Al Century Club, il circolo più prestigioso di New York, Colombo porta alla esclusiva sala da pranzo dei soci il borsista squattrinato della Fulbright, la studentessa di architettura della Statale, Matteo Pericoli, debuttante designer e figlio del pittore Tullio.
Al ragazzo che gli chiede una lettera di referenza per un’università della Ivy League, Furio Colombo dà appuntamento alla presentazione del suo libro più importante, Il Dio d’America , tra flash, grandi firme, ministri, docenti, star del cinema. «La chiamerò!», promette, passando il curriculum ad Alice e si allontana nella folla plaudente. Il ragazzo va a casa deluso, tre giorni dopo riceve la telefonata della mitica segretaria FIAT al Seagram Building, Carmela, «Le passo il presidente!» e Colombo conferma l’ammissione all’ateneo desiderato.
Compagno di film, Il caso Mattei, e di cene in via Gregoriana a Roma del regista Franco Rosi, a caccia di idee in casa di Eco al Castello Sforzesco a Milano, con l’architetto Pierluigi Cerri, il musicista Luciano Berio, amico degli esordi in RAI, al tavolo con Carlo Di Palma, direttore della fotografia di Antonioni e Woody Allen, Furio Colombo non si fermava al conformismo e allo statu quo: sperimentare il futuro era per lui laboratorio quotidiano.

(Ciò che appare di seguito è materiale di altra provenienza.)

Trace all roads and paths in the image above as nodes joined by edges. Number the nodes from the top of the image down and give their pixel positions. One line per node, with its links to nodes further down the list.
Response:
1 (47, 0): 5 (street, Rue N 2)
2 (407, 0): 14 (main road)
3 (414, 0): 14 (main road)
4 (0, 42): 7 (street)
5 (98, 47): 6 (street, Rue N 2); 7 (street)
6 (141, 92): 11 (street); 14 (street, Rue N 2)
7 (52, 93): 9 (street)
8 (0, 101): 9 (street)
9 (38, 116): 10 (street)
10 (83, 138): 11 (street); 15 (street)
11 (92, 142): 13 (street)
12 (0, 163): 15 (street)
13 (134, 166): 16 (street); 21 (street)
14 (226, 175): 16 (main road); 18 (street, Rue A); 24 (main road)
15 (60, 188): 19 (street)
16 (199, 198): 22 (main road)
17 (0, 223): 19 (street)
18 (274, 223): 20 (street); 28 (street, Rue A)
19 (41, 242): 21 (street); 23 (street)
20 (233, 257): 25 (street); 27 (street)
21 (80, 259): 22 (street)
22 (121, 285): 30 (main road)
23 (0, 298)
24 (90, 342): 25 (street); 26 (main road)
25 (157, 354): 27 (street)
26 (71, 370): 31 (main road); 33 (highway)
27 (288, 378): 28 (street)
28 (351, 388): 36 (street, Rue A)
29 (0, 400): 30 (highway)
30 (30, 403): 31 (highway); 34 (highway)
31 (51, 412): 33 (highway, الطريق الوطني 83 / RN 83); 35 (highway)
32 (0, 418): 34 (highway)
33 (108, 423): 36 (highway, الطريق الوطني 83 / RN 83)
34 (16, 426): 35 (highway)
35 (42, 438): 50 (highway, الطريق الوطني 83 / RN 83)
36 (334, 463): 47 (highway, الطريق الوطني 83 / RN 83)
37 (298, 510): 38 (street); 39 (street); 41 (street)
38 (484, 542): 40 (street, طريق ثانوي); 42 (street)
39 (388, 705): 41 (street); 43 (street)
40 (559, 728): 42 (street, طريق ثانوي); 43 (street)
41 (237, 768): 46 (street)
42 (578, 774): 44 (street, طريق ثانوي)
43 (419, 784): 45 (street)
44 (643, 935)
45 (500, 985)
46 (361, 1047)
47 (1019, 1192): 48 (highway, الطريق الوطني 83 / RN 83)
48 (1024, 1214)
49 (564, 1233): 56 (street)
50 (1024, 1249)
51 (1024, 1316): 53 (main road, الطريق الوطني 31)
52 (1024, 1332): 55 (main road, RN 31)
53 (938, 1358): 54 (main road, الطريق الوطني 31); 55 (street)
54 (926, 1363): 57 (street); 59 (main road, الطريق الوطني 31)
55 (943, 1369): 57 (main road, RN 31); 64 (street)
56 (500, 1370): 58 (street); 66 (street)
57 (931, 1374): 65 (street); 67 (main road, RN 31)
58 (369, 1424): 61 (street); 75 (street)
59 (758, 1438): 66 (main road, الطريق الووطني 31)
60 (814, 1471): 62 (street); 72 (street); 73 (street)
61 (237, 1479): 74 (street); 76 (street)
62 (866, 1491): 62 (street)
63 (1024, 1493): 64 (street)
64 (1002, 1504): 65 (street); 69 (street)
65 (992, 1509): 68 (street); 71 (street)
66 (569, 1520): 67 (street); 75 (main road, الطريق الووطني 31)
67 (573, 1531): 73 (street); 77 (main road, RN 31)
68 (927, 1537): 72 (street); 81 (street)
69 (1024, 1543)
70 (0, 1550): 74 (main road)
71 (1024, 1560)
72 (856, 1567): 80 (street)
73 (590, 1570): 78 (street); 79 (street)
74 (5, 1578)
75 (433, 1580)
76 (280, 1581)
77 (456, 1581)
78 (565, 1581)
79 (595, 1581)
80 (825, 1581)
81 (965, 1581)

Sui valori, invece, l’antifascismo, la democrazia, la giustizia contro le dittature, il Furio garbato e gentile lasciava il posto a un irriducibile uomo della sinistra raziocinante, incapace di compromessi, viltà, opportunismi.
Un ricordo collettivo non deve lasciar posto a sentimenti e memorie private, faccio eccezione per una volta, per ricordare le valigie affiancate di Eco e Colombo in viaggio, allegro disordine per Umberto, ordine perfetto per Furio, coetanei, Capricorno, opposti e gemelli sempre; le chiacchiere con lui e Andrea Barbato in riva al mare, incerti se tornare alla spiaggia della loro gioventù; il concertino con opera dei pupi che Furio Colombo, Umberto Eco, Alice Oxman, Renate Eco e Luciano Berio improvvisano a Pasqua per mio figlio Michele, suonando clarino e flauto, incrociando marionette, cantando, con Di Palma a scattare foto e dare a tutti il ciak.
«Abbiamo avuto il dono di parlare alle persone – insegnava Furio Colombo – ma non dobbiamo dimenticare che sono loro il soggetto, non noi, sono loro a contare e fare la storia, noi siamo testimoni e cronisti, umili», perché, come allora, le risposte soffiano nel vento.